Les C-17 sont des avions de transport utilisés pour déplacer des troupes ou des charges entre bases ou d’autres sites militaires. Ils peuvent aussi être employés pour des déplacements diplomatiques ou gouvernementaux, mais les appareils spécialement adaptés sont souvent privilégiés pour le transport de responsables de haut niveau.

L’Armée de l’air américaine décrit le C-17 comme son « avion de fret le plus polyvalent », et il est également employé pour larguer des fournitures ou évacuer des patients. Le Royaume‑Uni exploite une poignée de C-17, comme plusieurs de ses alliés, tels que le Canada.

Des avions C-17 américains se sont rendus à Moscou en mai et juin 2020 pour livrer des ventilateurs au pays en pleine pandémie de COVID-19.

Qui est le directeur de la CIA, John Ratcliffe ?

Ratcliffe est un avocat républicain de longue date et ancien congressman du Texas qui est devenu l’une des figures les plus influentes en matière de sécurité nationale au sein de l’entourage politique de Donald Trump.

Après avoir exercé les fonctions de directeur du renseignement national de 2020 à 2021, Ratcliffe a été confirmé en 2025 comme directeur de la Central Intelligence Agency, où il a supervisé des changements de personnel d’envergure et des opérations étrangères agressives.

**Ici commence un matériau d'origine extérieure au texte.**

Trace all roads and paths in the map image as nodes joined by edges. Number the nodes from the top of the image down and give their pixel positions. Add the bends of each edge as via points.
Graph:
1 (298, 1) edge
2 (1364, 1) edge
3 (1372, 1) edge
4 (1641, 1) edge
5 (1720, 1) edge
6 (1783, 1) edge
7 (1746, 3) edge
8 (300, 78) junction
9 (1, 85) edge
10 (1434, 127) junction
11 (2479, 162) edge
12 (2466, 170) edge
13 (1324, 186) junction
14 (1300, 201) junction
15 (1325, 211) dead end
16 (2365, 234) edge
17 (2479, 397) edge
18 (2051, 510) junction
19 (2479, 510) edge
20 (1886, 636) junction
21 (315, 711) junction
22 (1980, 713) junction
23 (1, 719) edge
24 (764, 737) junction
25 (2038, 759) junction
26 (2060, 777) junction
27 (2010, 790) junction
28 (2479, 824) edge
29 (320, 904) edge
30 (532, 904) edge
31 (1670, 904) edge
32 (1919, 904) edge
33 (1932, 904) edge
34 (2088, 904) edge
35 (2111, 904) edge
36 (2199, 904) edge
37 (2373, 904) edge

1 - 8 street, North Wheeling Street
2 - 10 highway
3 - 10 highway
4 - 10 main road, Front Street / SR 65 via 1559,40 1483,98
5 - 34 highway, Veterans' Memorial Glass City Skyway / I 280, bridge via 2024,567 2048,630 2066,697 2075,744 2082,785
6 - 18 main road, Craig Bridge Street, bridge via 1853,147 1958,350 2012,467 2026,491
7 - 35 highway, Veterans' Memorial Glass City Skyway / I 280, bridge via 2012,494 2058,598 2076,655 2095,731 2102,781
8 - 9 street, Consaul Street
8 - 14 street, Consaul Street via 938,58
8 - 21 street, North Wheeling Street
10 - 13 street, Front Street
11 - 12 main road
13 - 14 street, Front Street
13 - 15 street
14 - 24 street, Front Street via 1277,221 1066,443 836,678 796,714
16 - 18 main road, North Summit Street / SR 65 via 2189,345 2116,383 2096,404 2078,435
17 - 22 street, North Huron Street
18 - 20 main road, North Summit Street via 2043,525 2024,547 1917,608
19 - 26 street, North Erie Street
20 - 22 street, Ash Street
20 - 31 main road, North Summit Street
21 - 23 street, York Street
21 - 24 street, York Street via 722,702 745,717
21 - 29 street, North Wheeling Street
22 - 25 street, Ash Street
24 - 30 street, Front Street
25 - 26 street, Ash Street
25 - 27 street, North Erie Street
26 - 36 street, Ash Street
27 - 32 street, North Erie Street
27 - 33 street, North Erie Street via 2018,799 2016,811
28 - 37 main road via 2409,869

L’ascension de Ratcliffe a commencé loin de Washington. Né dans l’Illinois et élevé à Palatine puis à Carbondale, il était le fils de deux enseignants et a obtenu son diplôme à Notre Dame en 1986, puis au sein de la faculté de droit de l’Université Southern Methodist en 1989.

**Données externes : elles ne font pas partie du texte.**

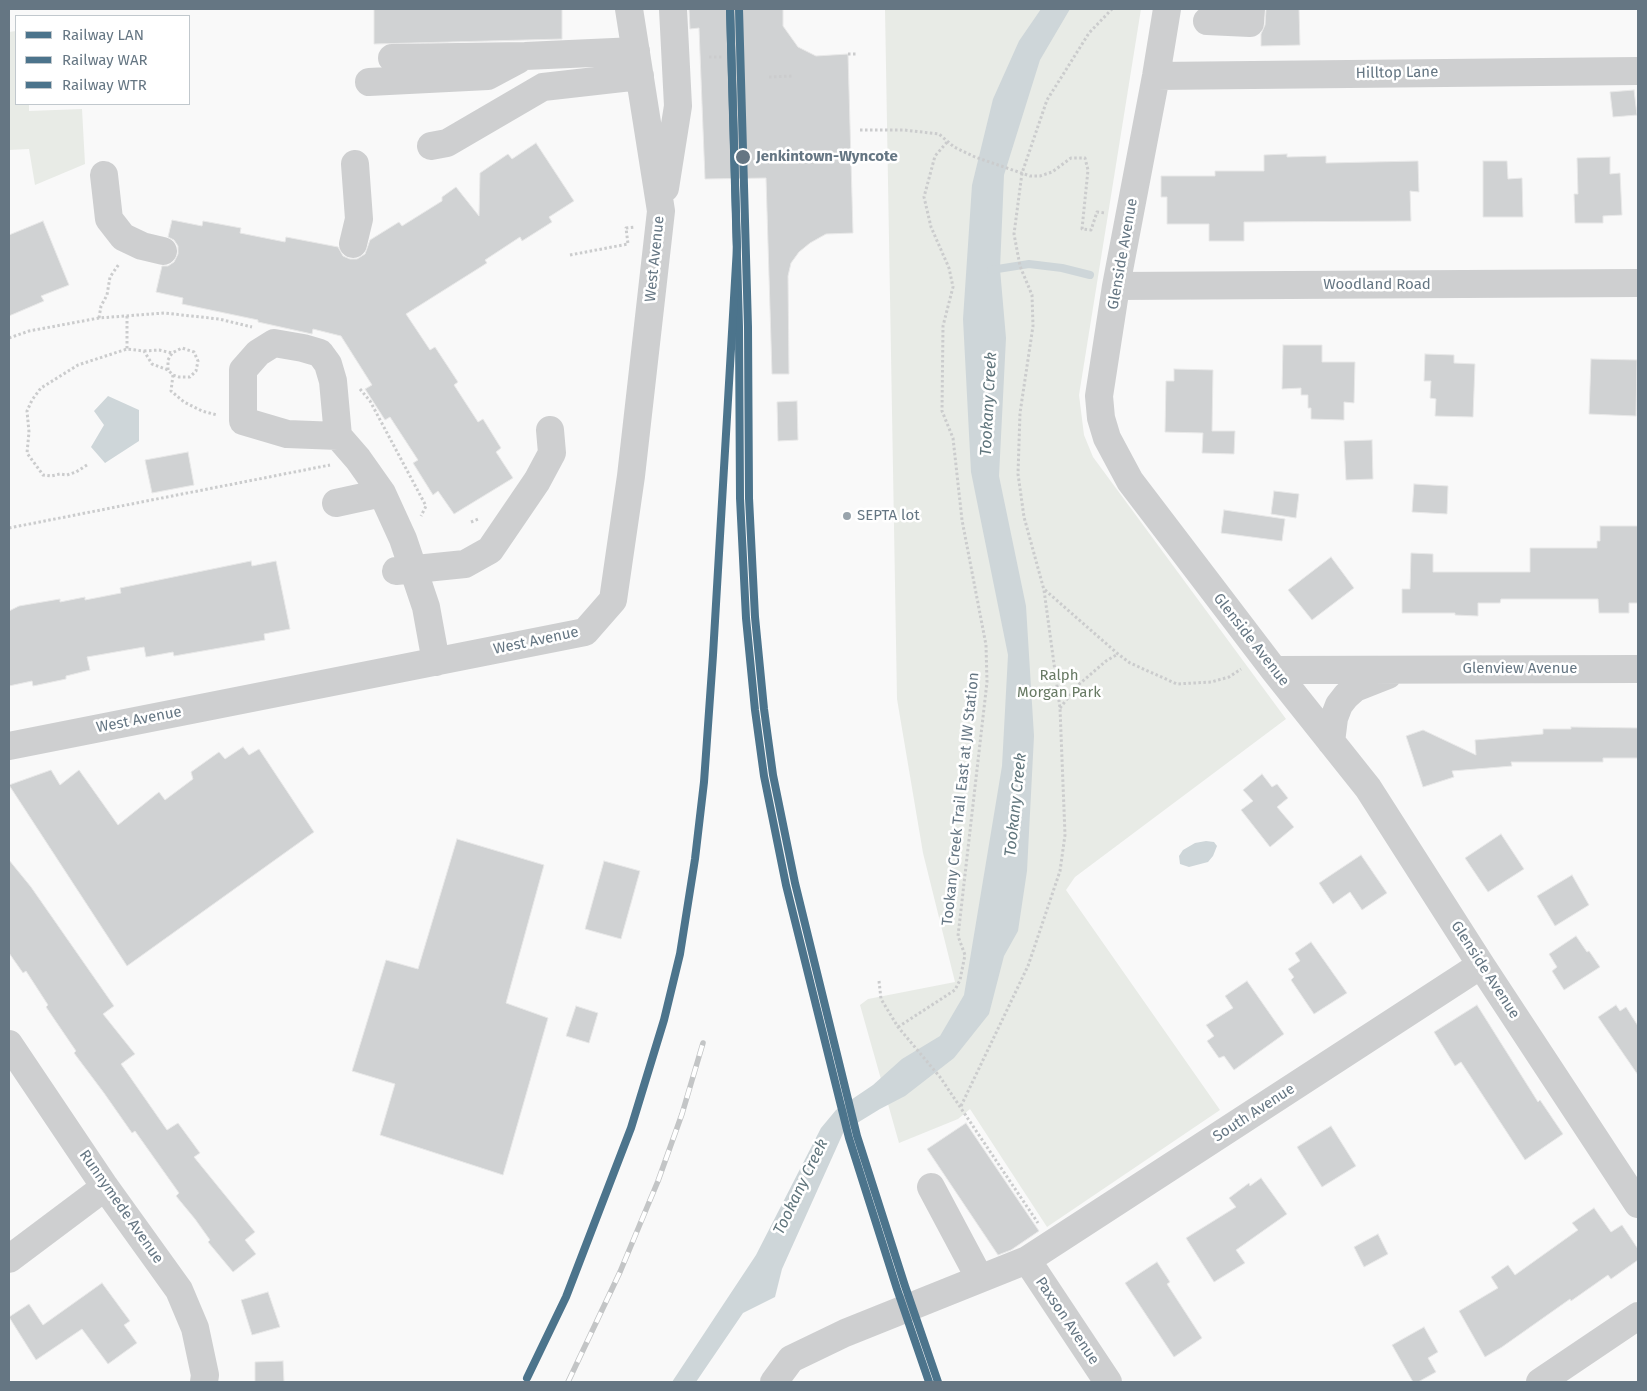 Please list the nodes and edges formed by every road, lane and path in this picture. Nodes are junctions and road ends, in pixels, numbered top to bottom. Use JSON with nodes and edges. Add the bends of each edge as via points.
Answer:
{"nodes":[{"id":1,"x":629,"y":9,"type":"edge"},
{"id":2,"x":673,"y":9,"type":"edge"},
{"id":3,"x":1112,"y":9,"type":"edge"},
{"id":4,"x":1251,"y":9,"type":"edge"},
{"id":5,"x":1166,"y":14,"type":"edge"},
{"id":6,"x":1208,"y":15,"type":"edge"},
{"id":7,"x":848,"y":54,"type":"dead end"},
{"id":8,"x":857,"y":54,"type":"dead end"},
{"id":9,"x":525,"y":56,"type":"junction"},
{"id":10,"x":709,"y":57,"type":"dead end"},
{"id":11,"x":724,"y":57,"type":"dead end"},
{"id":12,"x":392,"y":58,"type":"dead end"},
{"id":13,"x":638,"y":64,"type":"junction"},
{"id":14,"x":1638,"y":71,"type":"edge"},
{"id":15,"x":792,"y":76,"type":"dead end"},
{"id":16,"x":1156,"y":76,"type":"junction"},
{"id":17,"x":769,"y":77,"type":"dead end"},
{"id":18,"x":369,"y":82,"type":"dead end"},
{"id":19,"x":860,"y":130,"type":"dead end"},
{"id":20,"x":948,"y":141,"type":"junction"},
{"id":21,"x":431,"y":146,"type":"dead end"},
{"id":22,"x":355,"y":164,"type":"dead end"},
{"id":23,"x":1022,"y":173,"type":"junction"},
{"id":24,"x":104,"y":175,"type":"dead end"},
{"id":25,"x":661,"y":211,"type":"junction"},
{"id":26,"x":1111,"y":214,"type":"dead end"},
{"id":27,"x":626,"y":228,"type":"dead end"},
{"id":28,"x":353,"y":244,"type":"dead end"},
{"id":29,"x":153,"y":248,"type":"joint"},
{"id":30,"x":570,"y":254,"type":"dead end"},
{"id":31,"x":1638,"y":283,"type":"edge"},
{"id":32,"x":1116,"y":286,"type":"junction"},
{"id":33,"x":127,"y":316,"type":"junction"},
{"id":34,"x":99,"y":318,"type":"junction"},
{"id":35,"x":255,"y":328,"type":"dead end"},
{"id":36,"x":9,"y":338,"type":"edge"},
{"id":37,"x":127,"y":349,"type":"junction"},
{"id":38,"x":144,"y":351,"type":"junction"},
{"id":39,"x":172,"y":353,"type":"junction"},
{"id":40,"x":168,"y":370,"type":"junction"},
{"id":41,"x":172,"y":375,"type":"junction"},
{"id":42,"x":358,"y":387,"type":"dead end"},
{"id":43,"x":243,"y":421,"type":"junction"},
{"id":44,"x":550,"y":430,"type":"dead end"},
{"id":45,"x":338,"y":436,"type":"junction"},
{"id":46,"x":358,"y":459,"type":"junction"},
{"id":47,"x":87,"y":465,"type":"dead end"},
{"id":48,"x":382,"y":493,"type":"junction"},
{"id":49,"x":336,"y":503,"type":"dead end"},
{"id":50,"x":485,"y":515,"type":"dead end"},
{"id":51,"x":420,"y":519,"type":"dead end"},
{"id":52,"x":471,"y":522,"type":"dead end"},
{"id":53,"x":9,"y":528,"type":"edge"},
{"id":54,"x":404,"y":570,"type":"junction"},
{"id":55,"x":1044,"y":590,"type":"junction"},
{"id":56,"x":1118,"y":654,"type":"junction"},
{"id":57,"x":436,"y":662,"type":"junction"},
{"id":58,"x":1638,"y":669,"type":"edge"},
{"id":59,"x":1274,"y":670,"type":"junction"},
{"id":60,"x":1401,"y":670,"type":"junction"},
{"id":61,"x":1237,"y":672,"type":"dead end"},
{"id":62,"x":1060,"y":708,"type":"junction"},
{"id":63,"x":1332,"y":742,"type":"junction"},
{"id":64,"x":9,"y":746,"type":"edge"},
{"id":65,"x":1481,"y":965,"type":"junction"},
{"id":66,"x":879,"y":981,"type":"dead end"},
{"id":67,"x":898,"y":1026,"type":"junction"},
{"id":68,"x":9,"y":1044,"type":"edge"},
{"id":69,"x":961,"y":1106,"type":"junction"},
{"id":70,"x":105,"y":1187,"type":"junction"},
{"id":71,"x":931,"y":1187,"type":"dead end"},
{"id":72,"x":1638,"y":1204,"type":"edge"},
{"id":73,"x":1040,"y":1226,"type":"dead end"},
{"id":74,"x":9,"y":1259,"type":"edge"},
{"id":75,"x":1027,"y":1260,"type":"junction"},
{"id":76,"x":980,"y":1279,"type":"junction"},
{"id":77,"x":1638,"y":1316,"type":"edge"},
{"id":78,"x":204,"y":1382,"type":"edge"},
{"id":79,"x":774,"y":1382,"type":"edge"},
{"id":80,"x":1108,"y":1382,"type":"edge"},
{"id":81,"x":1540,"y":1382,"type":"edge"}],
"edges":[{"from":1,"to":13,"type":"street","name":"West Avenue"},
{"from":2,"to":25,"type":"street","via":[[678,106]]},
{"from":3,"to":23,"type":"path","via":[[1089,34],[1047,100]]},
{"from":4,"to":6,"type":"street","via":[[1250,23]]},
{"from":5,"to":6,"type":"street"},
{"from":5,"to":16,"type":"street","name":"Glenside Avenue"},
{"from":7,"to":8,"type":"path"},
{"from":9,"to":12,"type":"street"},
{"from":9,"to":13,"type":"street"},
{"from":9,"to":18,"type":"street","via":[[488,76]]},
{"from":10,"to":11,"type":"path"},
{"from":13,"to":21,"type":"street","via":[[543,87],[447,143]]},
{"from":13,"to":25,"type":"street","name":"West Avenue"},
{"from":14,"to":16,"type":"street","name":"Hilltop Lane"},
{"from":15,"to":17,"type":"path"},
{"from":16,"to":32,"type":"street","name":"Glenside Avenue"},
{"from":19,"to":20,"type":"path","via":[[890,129],[939,134]]},
{"from":20,"to":23,"type":"path","via":[[975,156]]},
{"from":20,"to":67,"type":"path","name":"Tookany Creek Trail East at JW Station","via":[[935,156],[924,197],[931,227],[949,268],[953,287],[943,326],[942,411],[953,438],[962,520],[986,645],[987,682],[958,936],[964,955],[960,980],[955,990]]},
{"from":22,"to":28,"type":"street","via":[[360,219]]},
{"from":23,"to":26,"type":"path","via":[[1040,176],[1052,172],[1071,158],[1085,158],[1088,170],[1082,229],[1091,230],[1098,212]]},
{"from":23,"to":55,"type":"path","via":[[1014,234],[1020,266],[1032,295],[1033,326],[1020,413],[1018,474],[1024,518]]},
{"from":24,"to":29,"type":"street","via":[[109,219],[122,237]]},
{"from":25,"to":57,"type":"street","name":"West Avenue","via":[[631,476],[612,600],[585,632]]},
{"from":27,"to":30,"type":"path","via":[[628,244]]},
{"from":29,"to":34,"type":"path","via":[[125,254],[110,276]]},
{"from":31,"to":32,"type":"street","name":"Woodland Road"},
{"from":32,"to":59,"type":"street","name":"Glenside Avenue","via":[[1100,396],[1107,438],[1130,482]]},
{"from":33,"to":34,"type":"path"},
{"from":33,"to":35,"type":"path","via":[[164,313],[218,319]]},
{"from":33,"to":37,"type":"path"},
{"from":34,"to":36,"type":"path"},
{"from":37,"to":38,"type":"path"},
{"from":37,"to":47,"type":"path","via":[[78,365],[42,388],[27,411],[27,453],[43,475],[67,475]]},
{"from":38,"to":39,"type":"path"},
{"from":38,"to":40,"type":"path","via":[[152,364]]},
{"from":39,"to":40,"type":"path"},
{"from":39,"to":41,"type":"path","via":[[182,348],[194,352],[198,361],[196,372],[190,377]]},
{"from":40,"to":41,"type":"path"},
{"from":41,"to":43,"type":"path","via":[[171,391],[184,402],[202,411]]},
{"from":42,"to":51,"type":"path","via":[[370,401],[426,506]]},
{"from":43,"to":45,"type":"street","via":[[287,434]]},
{"from":43,"to":45,"type":"street","via":[[244,370],[258,353],[274,343],[320,354],[328,364],[334,381]]},
{"from":44,"to":54,"type":"street","via":[[552,453],[490,550],[465,564]]},
{"from":45,"to":46,"type":"street"},
{"from":46,"to":48,"type":"street"},
{"from":46,"to":53,"type":"path"},
{"from":48,"to":49,"type":"street"},
{"from":48,"to":54,"type":"street","via":[[403,539]]},
{"from":50,"to":52,"type":"path"},
{"from":54,"to":57,"type":"street","via":[[426,607]]},
{"from":55,"to":56,"type":"path"},
{"from":55,"to":62,"type":"path"},
{"from":56,"to":61,"type":"path","via":[[1130,663],[1177,684],[1211,682]]},
{"from":56,"to":62,"type":"path","via":[[1077,686]]},
{"from":57,"to":64,"type":"street","name":"West Avenue"},
{"from":58,"to":60,"type":"street","name":"Glenview Avenue"},
{"from":59,"to":60,"type":"street","name":"Glenview Avenue"},
{"from":59,"to":63,"type":"street","name":"Glenside Avenue"},
{"from":60,"to":63,"type":"street","name":"Glenview Avenue","via":[[1355,688],[1346,696],[1334,718]]},
{"from":62,"to":69,"type":"path","via":[[1065,835],[1060,871],[1028,966]]},
{"from":63,"to":65,"type":"street","name":"Glenside Avenue","via":[[1368,788]]},
{"from":65,"to":72,"type":"street","name":"Glenside Avenue"},
{"from":65,"to":75,"type":"street","name":"South Avenue"},
{"from":66,"to":67,"type":"path","via":[[882,999]]},
{"from":67,"to":69,"type":"path"},
{"from":68,"to":70,"type":"street","name":"Runnymede Avenue"},
{"from":69,"to":73,"type":"path"},
{"from":70,"to":74,"type":"street"},
{"from":70,"to":78,"type":"street","name":"Runnymede Avenue","via":[[179,1290],[195,1328]]},
{"from":71,"to":76,"type":"street"},
{"from":75,"to":76,"type":"street","name":"South Avenue"},
{"from":75,"to":80,"type":"street","name":"Paxson Avenue"},
{"from":76,"to":79,"type":"street","name":"South Avenue","via":[[846,1333],[791,1359]]},
{"from":77,"to":81,"type":"street"}]}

Il a ensuite rejoint le Bureau du procureur américain pour le district est du Texas, où il est devenu directeur de la lutte antiterroriste et de la sécurité nationale. Sa carrière politique s’est accélérée en 2014 lorsqu’il a évincé le député de longue date Ralph Hall et a intégré le Congrès en tant que conservateur résolu, aligné sur Trump. Sa posture combative lors des auditions liées à l’enquête Mueller a contribué à le propulser au cœur du cercle restreint de Trump.

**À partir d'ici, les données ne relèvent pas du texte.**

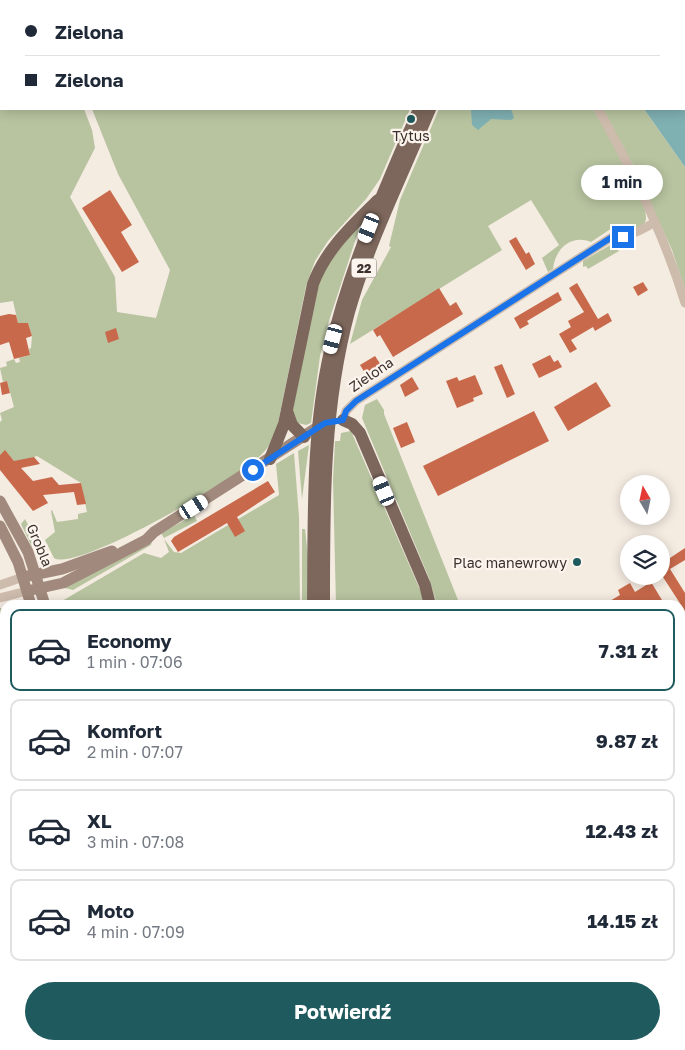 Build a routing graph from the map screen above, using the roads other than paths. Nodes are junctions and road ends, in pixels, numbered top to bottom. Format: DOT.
graph roads {
  1 [pos="419,110"];
  2 [pos="429,110"];
  3 [pos="599,110"];
  4 [pos="392,184"];
  5 [pos="382,196"];
  6 [pos="655,222"];
  7 [pos="685,303"];
  8 [pos="335,352"];
  9 [pos="287,411"];
  10 [pos="343,420"];
  11 [pos="304,437"];
  12 [pos="270,459"];
  13 [pos="320,480"];
  14 [pos="0,500"];
  15 [pos="0,526"];
  16 [pos="154,532"];
  17 [pos="324,565"];
  18 [pos="37,575"];
  19 [pos="23,577"];
  20 [pos="0,586"];
  21 [pos="41,588"];
  22 [pos="27,591"];
  23 [pos="0,598"];
  24 [pos="30,600"];
  25 [pos="44,600"];
  26 [pos="313,600"];
  27 [pos="324,600"];
  28 [pos="328,600"];
  29 [pos="428,600"];
  1 -- 4 [label="main road, 22"];
  2 -- 4 [label="main road, 22"];
  3 -- 6 [label="street"];
  4 -- 5 [label="main road, 22"];
  4 -- 8 [label="main road, 22"];
  5 -- 8 [label="main road, 22"];
  5 -- 9 [label="main road"];
  6 -- 7 [label="street"];
  6 -- 10 [label="street, Zielona"];
  8 -- 13 [label="main road, 22"];
  9 -- 11 [label="main road"];
  9 -- 12 [label="main road"];
  10 -- 11 [label="street"];
  10 -- 29 [label="main road"];
  11 -- 12 [label="street"];
  12 -- 16 [label="street"];
  13 -- 17 [label="main road, 22"];
  13 -- 26 [label="main road, 22"];
  14 -- 18 [label="street, Grobla"];
  15 -- 19 [label="street, Grobla"];
  16 -- 18 [label="street"];
  16 -- 21 [label="street"];
  17 -- 27 [label="main road, 22"];
  17 -- 28 [label="main road"];
  18 -- 19 [label="street"];
  18 -- 21 [label="street, Grobla"];
  19 -- 20 [label="street"];
  19 -- 22 [label="street, Grobla"];
  21 -- 22 [label="street"];
  21 -- 25 [label="street, Grobla"];
  22 -- 23 [label="street"];
  22 -- 24 [label="street, Grobla"];
}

Trump l’a à nouveau choisi pour des fonctions élevées en 2024, le nommant pour diriger la CIA. Depuis sa prise de fonction, Ratcliffe a procédé à des centaines de licenciements, élargi les opérations clandestines et joué un rôle central dans les actions américaines contre l’Iran, le Venezuela et la Russie. Selon le document, il « a initié des opérations clandestines au Venezuela » et fourni des renseignements qui ont précédé des frappes américaines sur des sites nucléaires iraniens.